(Records excerpted from a collection)
BEGIN

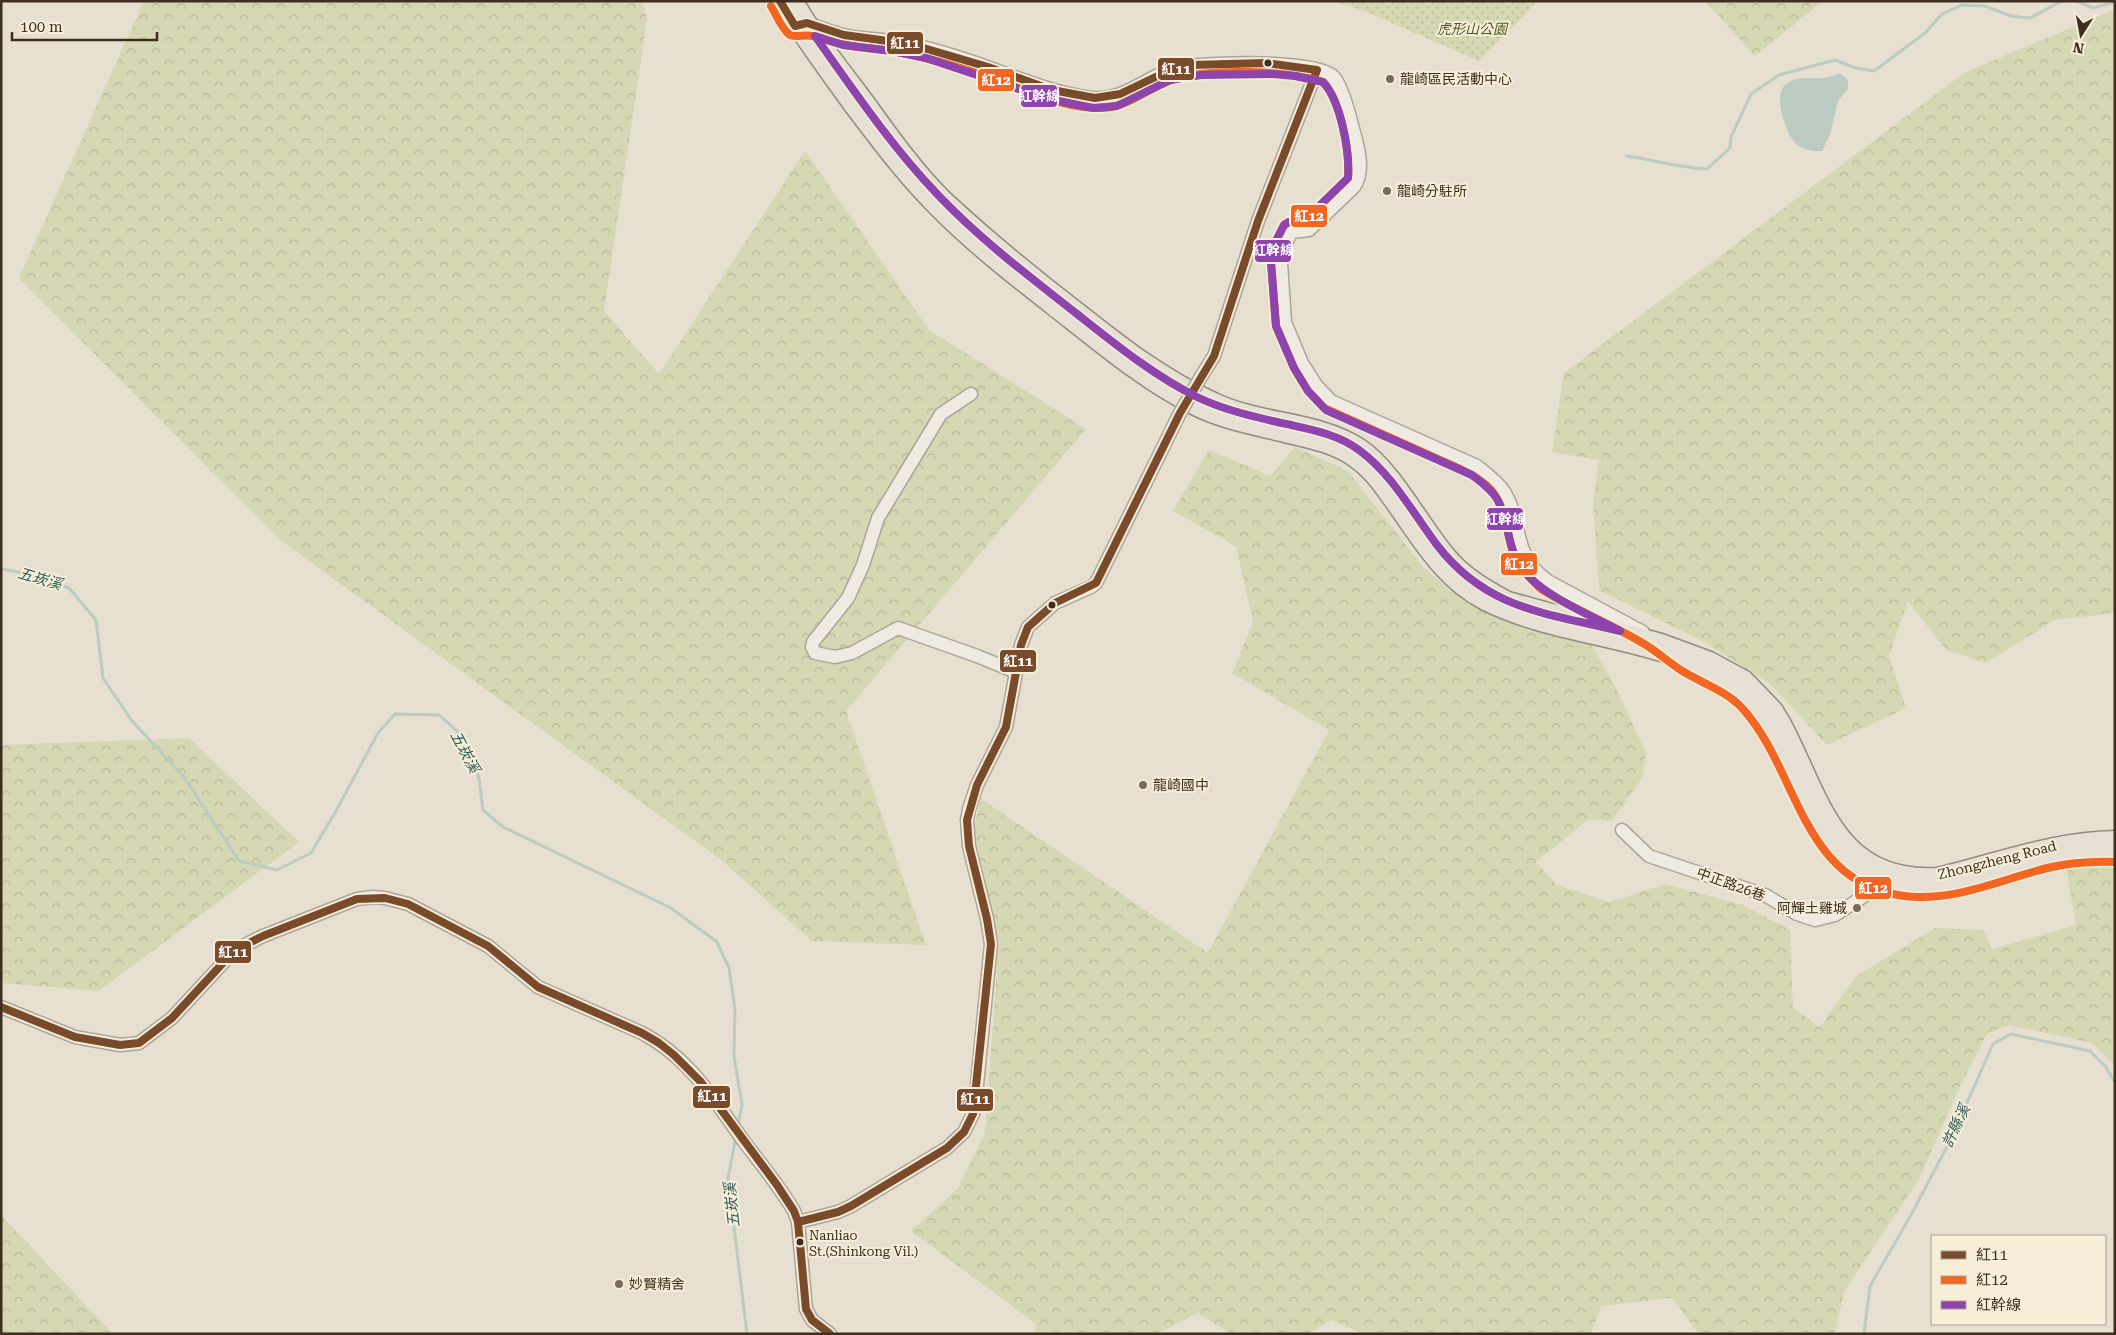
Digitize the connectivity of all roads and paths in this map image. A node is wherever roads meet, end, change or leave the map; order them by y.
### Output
1 (780, 1) edge
2 (795, 1) edge
3 (801, 24) junction
4 (1317, 70) junction
5 (1169, 385) junction
6 (970, 394) dead end
7 (1661, 642) junction
8 (1688, 663) junction
9 (1016, 672) junction
10 (1622, 830) dead end
11 (2115, 840) edge
12 (2115, 852) edge
13 (1885, 875) junction
14 (1, 1007) edge
15 (798, 1222) junction
16 (830, 1334) edge

1 - 3 main road
2 - 3 main road
3 - 4 street
3 - 5 main road
4 - 7 street
4 - 9 street, bridge
5 - 7 main road, Zhongzheng Road
5 - 8 main road, Zhongzheng Road
6 - 9 street
7 - 8 street
7 - 13 main road, Zhongzheng Road
8 - 13 main road, Zhongzheng Road
9 - 15 street
10 - 13 street, 中正路26巷
11 - 13 main road, Zhongzheng Road
12 - 13 main road, Zhongzheng Road
14 - 15 street
15 - 16 street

END

[EXERCISE PROMPT]: Reproduce the records above word for word, without the images.

[ANSWER BOX]:
Digitize the connectivity of all roads and paths in this map image. A node is wherever roads meet, end, change or leave the map; order them by y.
### Output
1 (780, 1) edge
2 (795, 1) edge
3 (801, 24) junction
4 (1317, 70) junction
5 (1169, 385) junction
6 (970, 394) dead end
7 (1661, 642) junction
8 (1688, 663) junction
9 (1016, 672) junction
10 (1622, 830) dead end
11 (2115, 840) edge
12 (2115, 852) edge
13 (1885, 875) junction
14 (1, 1007) edge
15 (798, 1222) junction
16 (830, 1334) edge

1 - 3 main road
2 - 3 main road
3 - 4 street
3 - 5 main road
4 - 7 street
4 - 9 street, bridge
5 - 7 main road, Zhongzheng Road
5 - 8 main road, Zhongzheng Road
6 - 9 street
7 - 8 street
7 - 13 main road, Zhongzheng Road
8 - 13 main road, Zhongzheng Road
9 - 15 street
10 - 13 street, 中正路26巷
11 - 13 main road, Zhongzheng Road
12 - 13 main road, Zhongzheng Road
14 - 15 street
15 - 16 street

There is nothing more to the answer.